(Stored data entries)
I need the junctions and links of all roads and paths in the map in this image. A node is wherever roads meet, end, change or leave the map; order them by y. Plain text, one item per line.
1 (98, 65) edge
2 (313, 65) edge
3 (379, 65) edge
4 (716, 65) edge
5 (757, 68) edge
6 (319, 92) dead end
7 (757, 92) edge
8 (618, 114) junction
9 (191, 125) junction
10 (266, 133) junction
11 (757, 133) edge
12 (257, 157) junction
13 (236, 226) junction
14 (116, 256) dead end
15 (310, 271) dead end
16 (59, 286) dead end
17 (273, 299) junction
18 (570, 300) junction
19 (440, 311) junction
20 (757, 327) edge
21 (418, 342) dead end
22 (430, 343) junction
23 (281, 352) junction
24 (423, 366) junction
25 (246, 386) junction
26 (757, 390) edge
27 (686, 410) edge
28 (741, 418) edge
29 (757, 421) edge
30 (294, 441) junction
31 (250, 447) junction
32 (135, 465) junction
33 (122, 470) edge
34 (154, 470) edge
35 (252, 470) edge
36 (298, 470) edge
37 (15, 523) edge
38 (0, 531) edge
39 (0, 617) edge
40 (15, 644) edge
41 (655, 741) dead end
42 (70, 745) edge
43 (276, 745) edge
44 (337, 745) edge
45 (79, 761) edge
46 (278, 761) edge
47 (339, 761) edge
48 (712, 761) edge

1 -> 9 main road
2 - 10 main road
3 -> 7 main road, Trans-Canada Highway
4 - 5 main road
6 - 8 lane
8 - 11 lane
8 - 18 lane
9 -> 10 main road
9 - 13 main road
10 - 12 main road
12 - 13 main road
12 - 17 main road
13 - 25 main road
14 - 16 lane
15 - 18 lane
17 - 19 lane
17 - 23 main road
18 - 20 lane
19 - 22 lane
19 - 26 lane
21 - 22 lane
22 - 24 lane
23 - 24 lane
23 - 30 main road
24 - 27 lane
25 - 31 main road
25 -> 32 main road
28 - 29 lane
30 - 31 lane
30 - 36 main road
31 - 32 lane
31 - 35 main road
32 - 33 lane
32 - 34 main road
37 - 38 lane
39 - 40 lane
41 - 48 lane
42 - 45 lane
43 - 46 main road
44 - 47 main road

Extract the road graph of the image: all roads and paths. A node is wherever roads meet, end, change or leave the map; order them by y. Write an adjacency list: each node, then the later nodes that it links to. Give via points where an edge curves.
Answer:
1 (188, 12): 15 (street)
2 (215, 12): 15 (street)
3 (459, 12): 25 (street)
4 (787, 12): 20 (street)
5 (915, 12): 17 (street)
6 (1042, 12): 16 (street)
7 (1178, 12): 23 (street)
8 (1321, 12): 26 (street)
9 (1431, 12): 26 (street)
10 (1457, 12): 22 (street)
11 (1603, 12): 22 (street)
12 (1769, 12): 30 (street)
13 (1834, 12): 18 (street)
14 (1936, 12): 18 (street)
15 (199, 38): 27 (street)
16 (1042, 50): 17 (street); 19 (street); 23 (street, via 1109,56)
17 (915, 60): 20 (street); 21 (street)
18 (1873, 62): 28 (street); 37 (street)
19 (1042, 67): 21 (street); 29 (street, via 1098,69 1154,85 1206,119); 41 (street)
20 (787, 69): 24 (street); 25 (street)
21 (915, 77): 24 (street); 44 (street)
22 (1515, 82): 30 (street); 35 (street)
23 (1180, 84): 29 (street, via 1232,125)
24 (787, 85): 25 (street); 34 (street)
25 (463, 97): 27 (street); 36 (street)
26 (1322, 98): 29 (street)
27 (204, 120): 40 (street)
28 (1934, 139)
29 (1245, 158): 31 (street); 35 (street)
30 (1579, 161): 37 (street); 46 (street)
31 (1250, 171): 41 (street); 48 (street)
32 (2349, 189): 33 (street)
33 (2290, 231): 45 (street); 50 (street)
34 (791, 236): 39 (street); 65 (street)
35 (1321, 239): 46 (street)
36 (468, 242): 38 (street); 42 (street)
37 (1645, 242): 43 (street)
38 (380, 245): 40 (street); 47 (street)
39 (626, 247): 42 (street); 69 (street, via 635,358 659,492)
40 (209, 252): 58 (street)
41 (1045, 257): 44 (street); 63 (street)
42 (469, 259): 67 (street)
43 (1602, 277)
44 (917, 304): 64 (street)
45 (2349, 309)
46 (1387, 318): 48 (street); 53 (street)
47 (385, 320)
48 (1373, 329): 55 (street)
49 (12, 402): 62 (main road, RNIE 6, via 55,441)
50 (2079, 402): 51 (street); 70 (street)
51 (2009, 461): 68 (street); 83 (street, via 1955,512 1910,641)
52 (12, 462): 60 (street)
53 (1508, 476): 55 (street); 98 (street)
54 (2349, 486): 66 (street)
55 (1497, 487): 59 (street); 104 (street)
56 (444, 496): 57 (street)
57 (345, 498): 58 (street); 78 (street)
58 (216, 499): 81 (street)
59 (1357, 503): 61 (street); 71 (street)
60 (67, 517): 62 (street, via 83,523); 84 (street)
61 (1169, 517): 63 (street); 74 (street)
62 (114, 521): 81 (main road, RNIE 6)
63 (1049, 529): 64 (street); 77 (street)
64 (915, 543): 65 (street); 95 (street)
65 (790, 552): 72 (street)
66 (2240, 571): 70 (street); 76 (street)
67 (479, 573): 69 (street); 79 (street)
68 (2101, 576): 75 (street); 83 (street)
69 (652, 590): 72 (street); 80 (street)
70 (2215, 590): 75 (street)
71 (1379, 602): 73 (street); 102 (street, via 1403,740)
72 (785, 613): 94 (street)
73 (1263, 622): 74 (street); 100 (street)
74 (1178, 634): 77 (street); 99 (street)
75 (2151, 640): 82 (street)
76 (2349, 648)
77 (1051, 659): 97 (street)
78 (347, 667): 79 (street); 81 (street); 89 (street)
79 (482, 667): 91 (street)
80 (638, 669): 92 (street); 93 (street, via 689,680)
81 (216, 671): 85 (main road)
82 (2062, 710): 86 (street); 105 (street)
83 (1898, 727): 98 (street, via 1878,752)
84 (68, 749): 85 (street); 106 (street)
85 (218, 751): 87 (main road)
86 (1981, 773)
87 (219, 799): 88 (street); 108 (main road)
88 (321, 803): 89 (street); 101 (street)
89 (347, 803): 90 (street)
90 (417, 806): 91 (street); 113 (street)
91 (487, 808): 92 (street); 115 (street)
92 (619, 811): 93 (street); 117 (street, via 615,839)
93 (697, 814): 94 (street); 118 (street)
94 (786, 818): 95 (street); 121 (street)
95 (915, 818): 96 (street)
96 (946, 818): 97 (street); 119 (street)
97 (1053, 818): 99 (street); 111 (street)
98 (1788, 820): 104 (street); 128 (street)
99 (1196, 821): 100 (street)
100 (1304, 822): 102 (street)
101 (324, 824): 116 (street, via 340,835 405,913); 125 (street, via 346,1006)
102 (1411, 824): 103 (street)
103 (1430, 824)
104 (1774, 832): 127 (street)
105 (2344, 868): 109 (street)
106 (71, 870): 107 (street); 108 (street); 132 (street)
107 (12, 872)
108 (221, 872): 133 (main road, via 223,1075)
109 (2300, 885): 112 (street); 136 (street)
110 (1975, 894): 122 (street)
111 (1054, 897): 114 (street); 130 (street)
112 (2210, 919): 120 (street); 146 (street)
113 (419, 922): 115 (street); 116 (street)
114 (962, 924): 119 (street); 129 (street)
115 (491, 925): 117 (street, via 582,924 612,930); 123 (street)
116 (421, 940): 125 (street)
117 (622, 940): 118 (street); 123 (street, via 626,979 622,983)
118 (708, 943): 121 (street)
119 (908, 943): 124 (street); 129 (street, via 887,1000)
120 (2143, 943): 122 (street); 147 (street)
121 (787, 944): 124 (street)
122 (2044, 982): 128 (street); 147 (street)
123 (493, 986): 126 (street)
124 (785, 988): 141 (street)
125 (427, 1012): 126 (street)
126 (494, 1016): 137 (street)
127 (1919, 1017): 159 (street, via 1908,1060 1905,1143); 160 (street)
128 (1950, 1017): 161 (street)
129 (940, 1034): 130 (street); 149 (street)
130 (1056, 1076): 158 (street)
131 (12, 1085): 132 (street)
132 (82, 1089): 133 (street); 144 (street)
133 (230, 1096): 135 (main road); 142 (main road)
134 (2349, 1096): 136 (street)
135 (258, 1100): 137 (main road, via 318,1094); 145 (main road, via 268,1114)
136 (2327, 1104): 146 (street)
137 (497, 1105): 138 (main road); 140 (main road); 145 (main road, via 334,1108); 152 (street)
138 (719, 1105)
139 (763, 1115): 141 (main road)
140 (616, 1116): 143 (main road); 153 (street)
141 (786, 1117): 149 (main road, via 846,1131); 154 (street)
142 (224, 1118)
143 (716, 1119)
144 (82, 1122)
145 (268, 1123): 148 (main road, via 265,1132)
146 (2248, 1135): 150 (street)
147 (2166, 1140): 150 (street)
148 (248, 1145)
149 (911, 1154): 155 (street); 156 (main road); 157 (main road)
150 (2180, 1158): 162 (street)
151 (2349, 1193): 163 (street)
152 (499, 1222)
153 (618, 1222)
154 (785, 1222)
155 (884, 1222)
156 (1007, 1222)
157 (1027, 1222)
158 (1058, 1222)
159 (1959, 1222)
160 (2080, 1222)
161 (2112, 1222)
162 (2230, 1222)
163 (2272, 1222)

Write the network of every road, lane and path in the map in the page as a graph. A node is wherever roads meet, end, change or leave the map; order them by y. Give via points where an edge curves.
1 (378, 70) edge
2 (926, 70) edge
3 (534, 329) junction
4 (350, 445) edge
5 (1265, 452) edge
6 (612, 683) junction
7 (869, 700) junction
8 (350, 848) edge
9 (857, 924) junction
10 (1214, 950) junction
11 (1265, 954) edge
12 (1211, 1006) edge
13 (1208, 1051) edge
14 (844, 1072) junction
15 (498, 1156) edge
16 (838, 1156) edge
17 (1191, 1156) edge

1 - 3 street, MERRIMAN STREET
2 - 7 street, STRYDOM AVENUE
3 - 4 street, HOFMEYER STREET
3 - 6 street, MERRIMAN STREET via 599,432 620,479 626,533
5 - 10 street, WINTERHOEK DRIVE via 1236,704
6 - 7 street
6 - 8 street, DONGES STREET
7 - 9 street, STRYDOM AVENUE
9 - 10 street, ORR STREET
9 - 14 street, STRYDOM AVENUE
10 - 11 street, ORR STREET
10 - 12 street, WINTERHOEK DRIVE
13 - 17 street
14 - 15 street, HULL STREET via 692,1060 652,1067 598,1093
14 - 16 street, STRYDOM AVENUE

• _Exercise details_
In the records above, find each line that holds the word "DRIVE"; copy all such lines.

• _Response box_
5 - 10 street, WINTERHOEK DRIVE via 1236,704
10 - 12 street, WINTERHOEK DRIVE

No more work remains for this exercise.